AN: Thank you. And we also heard from this meeting important data emerging from the novel use of intravesical therapies in patients in particular with non-muscle invasive high risk disease. We had updated data from the SunRISe-1 study. The SunRISe-1 study is evaluating TAR-200 which is a newer way of delivering in a continuous way intravesical gemcitabine through an osmotic release with a silicone tube, a small silicone tube, that is put into the bladder. The SunRISe-1 study in particular is testing TAR-200 as monotherapy or in combination with immune checkpoint inhibitors in patients with BCG unresponsive disease. But the complete response rate with an updated cohort of all the patients confirmed initial data presented at the EAU this year with 7.7% complete responses.
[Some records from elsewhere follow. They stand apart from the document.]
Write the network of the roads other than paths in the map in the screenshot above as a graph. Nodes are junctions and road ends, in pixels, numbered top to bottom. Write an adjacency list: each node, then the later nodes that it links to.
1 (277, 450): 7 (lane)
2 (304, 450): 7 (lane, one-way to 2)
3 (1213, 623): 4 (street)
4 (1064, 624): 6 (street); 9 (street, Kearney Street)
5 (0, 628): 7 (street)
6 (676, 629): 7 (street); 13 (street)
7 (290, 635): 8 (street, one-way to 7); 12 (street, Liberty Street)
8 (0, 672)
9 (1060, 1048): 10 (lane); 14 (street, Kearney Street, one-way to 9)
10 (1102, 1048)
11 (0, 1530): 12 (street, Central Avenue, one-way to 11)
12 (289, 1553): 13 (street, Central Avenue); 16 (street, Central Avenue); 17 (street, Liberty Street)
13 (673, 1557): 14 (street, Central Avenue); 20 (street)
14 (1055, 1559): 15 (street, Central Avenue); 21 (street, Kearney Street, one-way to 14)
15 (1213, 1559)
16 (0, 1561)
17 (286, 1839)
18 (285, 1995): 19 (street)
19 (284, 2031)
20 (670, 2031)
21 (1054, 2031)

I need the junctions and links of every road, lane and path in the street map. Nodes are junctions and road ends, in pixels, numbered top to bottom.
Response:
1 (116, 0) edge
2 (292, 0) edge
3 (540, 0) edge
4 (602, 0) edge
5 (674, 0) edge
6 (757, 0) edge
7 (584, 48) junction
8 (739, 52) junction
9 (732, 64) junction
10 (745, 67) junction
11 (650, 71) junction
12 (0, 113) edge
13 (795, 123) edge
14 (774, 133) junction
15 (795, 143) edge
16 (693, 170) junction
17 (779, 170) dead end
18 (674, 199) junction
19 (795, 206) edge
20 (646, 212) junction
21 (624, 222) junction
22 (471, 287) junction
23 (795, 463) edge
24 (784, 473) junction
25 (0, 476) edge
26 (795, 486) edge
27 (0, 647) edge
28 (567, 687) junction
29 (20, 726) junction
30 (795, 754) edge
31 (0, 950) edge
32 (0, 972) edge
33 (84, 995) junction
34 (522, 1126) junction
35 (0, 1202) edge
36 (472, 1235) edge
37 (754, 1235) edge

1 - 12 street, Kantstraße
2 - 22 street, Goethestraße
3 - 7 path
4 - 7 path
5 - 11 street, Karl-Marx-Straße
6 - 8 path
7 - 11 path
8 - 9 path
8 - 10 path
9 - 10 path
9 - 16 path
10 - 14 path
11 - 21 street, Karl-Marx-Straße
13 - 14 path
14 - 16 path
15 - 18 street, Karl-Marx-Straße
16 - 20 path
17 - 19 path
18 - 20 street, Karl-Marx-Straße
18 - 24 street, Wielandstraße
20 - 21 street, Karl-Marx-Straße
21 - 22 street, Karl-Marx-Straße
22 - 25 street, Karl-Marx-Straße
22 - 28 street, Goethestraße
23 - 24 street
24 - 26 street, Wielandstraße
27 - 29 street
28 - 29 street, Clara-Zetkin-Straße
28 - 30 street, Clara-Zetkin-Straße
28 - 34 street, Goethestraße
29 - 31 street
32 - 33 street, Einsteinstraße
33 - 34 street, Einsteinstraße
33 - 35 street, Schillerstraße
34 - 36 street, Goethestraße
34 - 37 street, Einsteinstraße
In particular, complete responses followed a very, very rigid definition of response that was including essential evaluation of urine and biopsy and at two different timepoints. So very, very robust definitions compared to other similar studies conducted in this field. We also have data from the TAR-210 which is the same way of delivering not standard chemotherapy like gemcitabine with TAR-200 but, for the first time, an intravesical targeted therapy like erdafitinib. So, Arlene, very briefly, what do you think about the initial data presented from the TAR-210 study?
ASR: First of all, what a wonderful way to develop erdafitinib and avoid that systemic toxicity. Essentially it’s a pretzel but when they insert it it’s kind of linear. It looks like a line but as they remove it from the catheter it curls into the shape of a pretzel which opens these pores and allows elution of drug into the urine. As a result of this elution you can get sustained drug levels over a long period of time. So you avoid the systemic toxicity, you maintain constant drug levels over a long period of time without the need for frequent cystoscopies and drug installations. So, first of all, what a benefit for the patients. What they saw was that we do see evidence of clinical activity. We see evidence of that response and benefit and patients who are not developing any of the systemic toxicities associated with oral erdafitinib. So I would argue these pretzels are just a wonderful way to go in getting drug directly to the bladder. And as we understand more about biomarkers or other pathways associated with resistance we can develop combination pretzel strategies targeting whatever a person needs in their bladder and help them maintain their bladders for much longer, maybe even put most of us out of business as medical oncologists, which would be a wonderful thing.
YL: What is intriguing is that in this specific setting you can also monitor the response with the urine ctDNA and they need to give the TAR-210 if there is, of course, mutation and then to stop if there is no mutation anymore and then to rechallenge the patient with mutation or cure. So it’s a new way to treat the patient, it will be very fantastic actually.
AN: Yes, I’m sure there are intricacies between the way we test for FGF receptor and then the material that we use for FGF receptor testing and the treatment that we use for these patients. So, an exciting time overall for bladder cancer patients and an exciting ESMO meeting, a bladder ESMO meeting for the first time, finally, for this disease. I would like to thank my esteemed colleagues and friends for joining me in this round table. I would like to thank ecancer.tv and I would like to thank you all for your attention. Thank you.